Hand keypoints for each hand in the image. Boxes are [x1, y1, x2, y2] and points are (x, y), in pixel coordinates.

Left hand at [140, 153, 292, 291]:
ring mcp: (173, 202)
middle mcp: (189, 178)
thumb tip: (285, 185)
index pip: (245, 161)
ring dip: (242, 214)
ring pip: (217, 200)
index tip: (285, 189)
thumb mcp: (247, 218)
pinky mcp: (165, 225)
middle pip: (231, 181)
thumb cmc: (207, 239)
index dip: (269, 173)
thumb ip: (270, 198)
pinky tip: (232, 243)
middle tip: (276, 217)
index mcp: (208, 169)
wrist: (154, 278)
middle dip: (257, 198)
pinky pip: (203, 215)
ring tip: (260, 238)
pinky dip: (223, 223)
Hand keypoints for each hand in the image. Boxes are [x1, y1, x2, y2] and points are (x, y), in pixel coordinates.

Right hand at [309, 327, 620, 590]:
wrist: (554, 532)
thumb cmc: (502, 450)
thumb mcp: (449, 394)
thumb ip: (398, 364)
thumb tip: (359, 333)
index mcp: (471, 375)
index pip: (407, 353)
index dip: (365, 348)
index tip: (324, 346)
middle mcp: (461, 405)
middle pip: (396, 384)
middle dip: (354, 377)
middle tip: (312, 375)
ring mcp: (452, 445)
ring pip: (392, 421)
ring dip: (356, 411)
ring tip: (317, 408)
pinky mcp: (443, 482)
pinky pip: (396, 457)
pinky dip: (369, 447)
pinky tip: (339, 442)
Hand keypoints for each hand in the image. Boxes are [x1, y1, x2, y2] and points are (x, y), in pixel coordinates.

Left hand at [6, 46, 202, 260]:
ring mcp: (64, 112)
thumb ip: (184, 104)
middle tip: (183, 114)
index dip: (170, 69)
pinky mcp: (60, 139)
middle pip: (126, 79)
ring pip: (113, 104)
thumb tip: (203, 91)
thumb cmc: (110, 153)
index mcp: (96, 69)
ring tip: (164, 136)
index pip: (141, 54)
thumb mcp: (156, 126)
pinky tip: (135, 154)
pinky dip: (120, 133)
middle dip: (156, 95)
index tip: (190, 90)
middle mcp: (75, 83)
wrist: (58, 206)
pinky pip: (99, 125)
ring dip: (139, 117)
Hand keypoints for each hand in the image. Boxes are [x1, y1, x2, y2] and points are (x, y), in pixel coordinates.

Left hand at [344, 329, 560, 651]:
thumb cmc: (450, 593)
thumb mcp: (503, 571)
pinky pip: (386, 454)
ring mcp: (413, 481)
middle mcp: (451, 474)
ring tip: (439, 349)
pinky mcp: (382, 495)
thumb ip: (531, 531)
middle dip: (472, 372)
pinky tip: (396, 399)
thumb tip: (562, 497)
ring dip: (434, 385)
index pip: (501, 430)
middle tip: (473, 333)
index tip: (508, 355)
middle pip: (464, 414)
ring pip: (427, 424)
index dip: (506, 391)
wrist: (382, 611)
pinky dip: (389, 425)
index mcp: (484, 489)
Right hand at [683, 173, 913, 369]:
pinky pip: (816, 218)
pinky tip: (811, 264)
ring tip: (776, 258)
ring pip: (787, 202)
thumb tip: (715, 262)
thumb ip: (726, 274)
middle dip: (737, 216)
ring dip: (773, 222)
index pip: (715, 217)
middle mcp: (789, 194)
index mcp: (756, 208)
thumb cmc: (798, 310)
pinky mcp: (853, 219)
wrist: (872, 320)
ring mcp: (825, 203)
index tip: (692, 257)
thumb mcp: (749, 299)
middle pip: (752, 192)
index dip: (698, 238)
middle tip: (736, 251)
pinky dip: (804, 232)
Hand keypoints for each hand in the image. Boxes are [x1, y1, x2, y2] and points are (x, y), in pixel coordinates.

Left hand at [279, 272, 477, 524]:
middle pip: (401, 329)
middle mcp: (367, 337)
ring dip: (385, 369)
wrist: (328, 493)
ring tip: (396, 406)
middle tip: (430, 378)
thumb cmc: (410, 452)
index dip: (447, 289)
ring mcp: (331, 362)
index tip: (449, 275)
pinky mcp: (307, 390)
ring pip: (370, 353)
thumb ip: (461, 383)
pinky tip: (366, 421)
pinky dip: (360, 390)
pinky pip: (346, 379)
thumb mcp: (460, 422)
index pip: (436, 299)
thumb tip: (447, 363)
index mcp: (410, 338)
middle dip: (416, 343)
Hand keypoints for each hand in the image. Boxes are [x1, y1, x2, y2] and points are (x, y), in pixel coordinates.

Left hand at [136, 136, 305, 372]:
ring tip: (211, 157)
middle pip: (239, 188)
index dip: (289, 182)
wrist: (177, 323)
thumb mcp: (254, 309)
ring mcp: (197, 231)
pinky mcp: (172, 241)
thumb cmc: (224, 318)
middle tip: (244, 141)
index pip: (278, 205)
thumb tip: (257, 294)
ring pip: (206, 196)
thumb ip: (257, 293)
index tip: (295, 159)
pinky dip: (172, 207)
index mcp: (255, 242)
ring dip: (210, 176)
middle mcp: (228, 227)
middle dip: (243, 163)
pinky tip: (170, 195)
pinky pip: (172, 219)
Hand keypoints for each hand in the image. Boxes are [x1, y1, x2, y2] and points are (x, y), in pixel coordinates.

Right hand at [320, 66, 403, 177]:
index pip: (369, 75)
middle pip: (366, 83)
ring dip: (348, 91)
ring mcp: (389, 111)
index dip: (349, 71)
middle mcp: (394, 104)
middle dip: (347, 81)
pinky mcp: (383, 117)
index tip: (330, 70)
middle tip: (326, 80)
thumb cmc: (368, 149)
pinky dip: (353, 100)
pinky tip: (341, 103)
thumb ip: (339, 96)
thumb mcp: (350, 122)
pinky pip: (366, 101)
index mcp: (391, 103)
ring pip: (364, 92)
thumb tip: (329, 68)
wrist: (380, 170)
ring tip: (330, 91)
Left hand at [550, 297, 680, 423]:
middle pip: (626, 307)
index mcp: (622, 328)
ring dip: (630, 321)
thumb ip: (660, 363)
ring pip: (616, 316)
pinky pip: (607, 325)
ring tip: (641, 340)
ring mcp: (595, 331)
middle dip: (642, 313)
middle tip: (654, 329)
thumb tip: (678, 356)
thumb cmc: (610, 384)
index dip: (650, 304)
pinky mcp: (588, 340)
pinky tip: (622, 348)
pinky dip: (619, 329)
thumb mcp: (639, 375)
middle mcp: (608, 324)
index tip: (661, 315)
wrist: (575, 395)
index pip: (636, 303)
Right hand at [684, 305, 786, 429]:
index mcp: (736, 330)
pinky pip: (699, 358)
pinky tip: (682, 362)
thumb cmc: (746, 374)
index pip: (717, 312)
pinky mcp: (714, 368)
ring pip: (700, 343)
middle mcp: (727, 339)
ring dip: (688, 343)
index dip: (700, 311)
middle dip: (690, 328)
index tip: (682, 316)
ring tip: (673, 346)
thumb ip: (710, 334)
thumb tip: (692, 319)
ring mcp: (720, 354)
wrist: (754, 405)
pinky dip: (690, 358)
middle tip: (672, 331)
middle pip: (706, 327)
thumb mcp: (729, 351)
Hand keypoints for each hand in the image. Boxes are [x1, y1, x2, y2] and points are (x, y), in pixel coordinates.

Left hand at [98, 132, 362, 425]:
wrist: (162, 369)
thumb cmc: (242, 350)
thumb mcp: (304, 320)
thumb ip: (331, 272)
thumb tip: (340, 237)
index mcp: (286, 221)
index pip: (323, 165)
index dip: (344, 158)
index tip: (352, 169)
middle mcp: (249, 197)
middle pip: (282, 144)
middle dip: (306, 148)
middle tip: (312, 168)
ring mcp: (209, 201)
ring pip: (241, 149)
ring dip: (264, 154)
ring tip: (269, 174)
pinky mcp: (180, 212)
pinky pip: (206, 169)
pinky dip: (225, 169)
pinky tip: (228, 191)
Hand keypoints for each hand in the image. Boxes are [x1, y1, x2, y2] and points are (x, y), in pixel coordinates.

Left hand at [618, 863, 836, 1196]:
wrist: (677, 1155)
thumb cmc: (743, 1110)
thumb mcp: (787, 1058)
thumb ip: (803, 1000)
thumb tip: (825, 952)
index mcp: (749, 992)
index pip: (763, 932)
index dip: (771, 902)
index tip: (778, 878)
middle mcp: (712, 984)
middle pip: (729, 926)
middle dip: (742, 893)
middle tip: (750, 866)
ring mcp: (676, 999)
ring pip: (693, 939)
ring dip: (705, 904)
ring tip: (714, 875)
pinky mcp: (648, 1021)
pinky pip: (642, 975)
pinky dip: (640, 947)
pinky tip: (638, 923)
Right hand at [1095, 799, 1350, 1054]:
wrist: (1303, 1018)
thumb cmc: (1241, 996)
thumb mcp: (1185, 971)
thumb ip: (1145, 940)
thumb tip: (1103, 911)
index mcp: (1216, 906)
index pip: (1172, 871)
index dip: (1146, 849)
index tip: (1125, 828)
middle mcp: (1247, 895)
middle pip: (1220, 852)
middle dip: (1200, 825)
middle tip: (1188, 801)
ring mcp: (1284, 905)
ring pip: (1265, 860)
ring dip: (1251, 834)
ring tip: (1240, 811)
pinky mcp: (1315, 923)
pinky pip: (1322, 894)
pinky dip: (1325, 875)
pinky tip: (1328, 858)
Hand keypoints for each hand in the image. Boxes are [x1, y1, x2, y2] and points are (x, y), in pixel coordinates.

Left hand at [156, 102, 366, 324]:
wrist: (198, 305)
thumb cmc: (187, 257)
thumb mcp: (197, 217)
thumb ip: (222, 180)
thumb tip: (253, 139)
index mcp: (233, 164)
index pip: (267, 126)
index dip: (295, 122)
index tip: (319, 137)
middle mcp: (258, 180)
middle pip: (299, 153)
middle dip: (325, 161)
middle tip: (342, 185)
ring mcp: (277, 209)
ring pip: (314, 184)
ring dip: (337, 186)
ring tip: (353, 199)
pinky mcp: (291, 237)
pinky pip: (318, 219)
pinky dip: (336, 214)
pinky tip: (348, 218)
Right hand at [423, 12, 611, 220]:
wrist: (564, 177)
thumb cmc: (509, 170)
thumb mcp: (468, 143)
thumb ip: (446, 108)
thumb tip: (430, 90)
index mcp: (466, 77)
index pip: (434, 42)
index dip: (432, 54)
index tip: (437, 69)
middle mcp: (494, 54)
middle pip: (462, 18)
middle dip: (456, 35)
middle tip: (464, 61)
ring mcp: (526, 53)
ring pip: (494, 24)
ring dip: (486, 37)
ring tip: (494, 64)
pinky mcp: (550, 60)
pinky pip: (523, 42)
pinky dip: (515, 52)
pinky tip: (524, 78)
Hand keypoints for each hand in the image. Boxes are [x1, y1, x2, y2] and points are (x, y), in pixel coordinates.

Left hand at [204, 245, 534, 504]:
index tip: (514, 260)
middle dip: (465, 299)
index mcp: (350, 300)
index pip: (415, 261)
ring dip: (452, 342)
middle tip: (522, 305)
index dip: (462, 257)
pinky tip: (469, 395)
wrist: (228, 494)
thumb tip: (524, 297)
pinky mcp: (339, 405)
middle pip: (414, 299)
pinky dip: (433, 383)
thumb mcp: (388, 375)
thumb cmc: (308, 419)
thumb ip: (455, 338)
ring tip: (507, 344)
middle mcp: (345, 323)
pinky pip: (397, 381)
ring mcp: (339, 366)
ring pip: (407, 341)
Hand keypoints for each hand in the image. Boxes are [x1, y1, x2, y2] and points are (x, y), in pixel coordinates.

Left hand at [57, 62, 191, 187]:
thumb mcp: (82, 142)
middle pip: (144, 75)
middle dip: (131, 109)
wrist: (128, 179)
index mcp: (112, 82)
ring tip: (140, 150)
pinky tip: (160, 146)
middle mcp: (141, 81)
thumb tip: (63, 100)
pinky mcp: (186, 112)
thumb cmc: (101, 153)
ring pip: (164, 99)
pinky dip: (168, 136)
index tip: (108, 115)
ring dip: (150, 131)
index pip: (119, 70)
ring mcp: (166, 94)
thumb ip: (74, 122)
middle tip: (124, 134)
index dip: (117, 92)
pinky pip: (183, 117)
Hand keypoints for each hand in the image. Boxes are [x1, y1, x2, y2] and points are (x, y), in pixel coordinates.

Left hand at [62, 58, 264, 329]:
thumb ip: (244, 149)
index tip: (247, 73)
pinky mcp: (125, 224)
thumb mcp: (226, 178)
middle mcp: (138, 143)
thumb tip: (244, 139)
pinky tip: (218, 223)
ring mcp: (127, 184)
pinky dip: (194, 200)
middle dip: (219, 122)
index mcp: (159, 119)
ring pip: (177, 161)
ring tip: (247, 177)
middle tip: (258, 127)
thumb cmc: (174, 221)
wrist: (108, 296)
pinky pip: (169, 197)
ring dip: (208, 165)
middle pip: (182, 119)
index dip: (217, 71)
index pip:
═══
■ EXERCISE PROMPT: Count how many lines of the listing include "Left". Nothing but the number is wanted.

■ RESPONSE BELOW: 12